The Price of Civilization: Reawakening American Virtue and Prosperity (ISBN 978-1-4000-6841-8) is a book by economist Jeffrey Sachs. It was published by Random House on October 4, 2011 in the United States and by Bodley Head in the United Kingdom on October 6 of the same year. In the book, Sachs criticizes excessive lobbying, as well as a poor response by American government to globalization, and describes American politics as a corporatocracy in which "powerful corporate interest groups dominate the policy agenda." Sachs suggests that both political parties are right-of-center, and identifies four powerful lobbies: the military–industrial complex, the Wall Street–Washington complex, the Big Oil–transport–military complex and the health care industry.

The book is 336 pages long. As described by Random House: the book is an "incisive diagnosis of our country’s economic ills but also an urgent call for Americans to restore the virtues of fairness, honesty, and foresight as the foundations of national prosperity." The title comes from the quote from Oliver Wendell Holmes, Jr: "Taxes are the price we pay for civilization." In the review in The Wall Street Journal, American politician Paul Ryan states: "Yet at its core The Price of Civilization is not about taxes or economics. It is about the 'pursuit of happiness' as one academic understands it."
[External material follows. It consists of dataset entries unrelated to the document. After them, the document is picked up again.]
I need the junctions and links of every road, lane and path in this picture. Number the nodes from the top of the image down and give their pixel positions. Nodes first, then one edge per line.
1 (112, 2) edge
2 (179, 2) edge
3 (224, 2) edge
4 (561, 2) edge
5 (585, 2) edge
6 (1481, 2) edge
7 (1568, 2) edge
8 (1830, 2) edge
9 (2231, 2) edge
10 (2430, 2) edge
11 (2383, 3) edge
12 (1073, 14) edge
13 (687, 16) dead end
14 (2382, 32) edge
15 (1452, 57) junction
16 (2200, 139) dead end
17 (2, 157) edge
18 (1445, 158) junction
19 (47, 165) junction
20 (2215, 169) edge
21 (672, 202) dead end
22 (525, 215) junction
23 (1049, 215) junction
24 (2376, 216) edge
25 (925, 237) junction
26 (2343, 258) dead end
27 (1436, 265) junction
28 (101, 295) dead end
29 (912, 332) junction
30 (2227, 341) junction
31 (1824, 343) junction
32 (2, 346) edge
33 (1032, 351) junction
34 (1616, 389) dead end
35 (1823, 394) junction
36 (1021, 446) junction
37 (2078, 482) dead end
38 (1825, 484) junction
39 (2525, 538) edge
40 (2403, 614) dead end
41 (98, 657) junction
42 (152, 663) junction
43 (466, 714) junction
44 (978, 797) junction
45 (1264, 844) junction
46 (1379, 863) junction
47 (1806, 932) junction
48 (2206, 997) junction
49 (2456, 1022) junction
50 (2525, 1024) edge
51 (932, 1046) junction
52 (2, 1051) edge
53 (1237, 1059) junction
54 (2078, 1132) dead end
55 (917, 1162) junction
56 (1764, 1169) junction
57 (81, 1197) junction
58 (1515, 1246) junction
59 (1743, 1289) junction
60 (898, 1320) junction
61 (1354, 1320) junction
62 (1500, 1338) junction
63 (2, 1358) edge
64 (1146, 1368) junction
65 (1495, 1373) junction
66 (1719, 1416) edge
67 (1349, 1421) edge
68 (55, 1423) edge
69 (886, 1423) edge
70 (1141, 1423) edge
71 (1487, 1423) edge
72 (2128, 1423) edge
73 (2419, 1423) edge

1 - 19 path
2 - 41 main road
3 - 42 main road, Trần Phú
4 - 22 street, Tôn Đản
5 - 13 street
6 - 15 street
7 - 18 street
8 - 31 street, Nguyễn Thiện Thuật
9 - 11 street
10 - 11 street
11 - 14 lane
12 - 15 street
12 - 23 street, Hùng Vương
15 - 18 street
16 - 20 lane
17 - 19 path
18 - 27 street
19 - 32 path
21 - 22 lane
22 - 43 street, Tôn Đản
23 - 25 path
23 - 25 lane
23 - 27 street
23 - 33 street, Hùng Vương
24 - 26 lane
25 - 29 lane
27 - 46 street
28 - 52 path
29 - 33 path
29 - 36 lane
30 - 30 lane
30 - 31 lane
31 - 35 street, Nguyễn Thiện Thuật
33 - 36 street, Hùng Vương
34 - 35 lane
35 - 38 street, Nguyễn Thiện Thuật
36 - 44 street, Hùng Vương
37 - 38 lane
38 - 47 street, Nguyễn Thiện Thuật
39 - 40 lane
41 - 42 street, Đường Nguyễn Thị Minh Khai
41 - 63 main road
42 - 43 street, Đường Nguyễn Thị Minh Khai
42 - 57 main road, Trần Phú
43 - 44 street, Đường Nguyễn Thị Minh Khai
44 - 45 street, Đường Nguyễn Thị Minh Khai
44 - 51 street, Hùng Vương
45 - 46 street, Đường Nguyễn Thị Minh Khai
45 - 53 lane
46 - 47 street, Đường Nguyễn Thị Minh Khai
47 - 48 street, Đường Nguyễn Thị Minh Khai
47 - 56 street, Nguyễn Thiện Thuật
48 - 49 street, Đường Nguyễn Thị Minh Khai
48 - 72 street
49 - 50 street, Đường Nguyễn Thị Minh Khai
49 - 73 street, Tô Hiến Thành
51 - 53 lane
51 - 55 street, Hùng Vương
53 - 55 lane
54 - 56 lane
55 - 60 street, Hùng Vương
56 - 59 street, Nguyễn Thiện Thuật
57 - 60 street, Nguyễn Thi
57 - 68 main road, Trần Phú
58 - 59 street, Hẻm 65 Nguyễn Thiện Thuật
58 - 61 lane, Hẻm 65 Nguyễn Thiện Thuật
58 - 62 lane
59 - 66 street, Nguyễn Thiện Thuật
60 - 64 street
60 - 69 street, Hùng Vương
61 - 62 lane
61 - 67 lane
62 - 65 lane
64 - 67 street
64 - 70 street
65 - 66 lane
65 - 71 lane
The book focuses on the changes going on in the world, the effects of these changes on the economic conditions and the necessary actions that will be required to deal with these changes in this new world if America is going to succeed.

Sachs criticizes excessive lobbying for interfering with democracy, and sees America's two-party system as stifling lesser parties. He blames the first past the post voting arrangement for being one of the factors leading to a two-party system:

The main reason for America's majoritarian character is the electoral system for Congress. Members of Congress are elected in single-member districts according to the "first-past-the-post" (FPTP) principle, meaning that the candidate with the plurality of votes is the winner of the congressional seat. The losing party or parties win no representation at all. The first-past-the-post election tends to produce a small number of major parties, perhaps just two, a principle known in political science as Duverger's Law. Smaller parties are trampled in first-past-the-post elections.
— Economist Jeffrey D. Sachs, in The Price of Civilization, page 107, 2011

A Chinese translation of the book was published in 2013.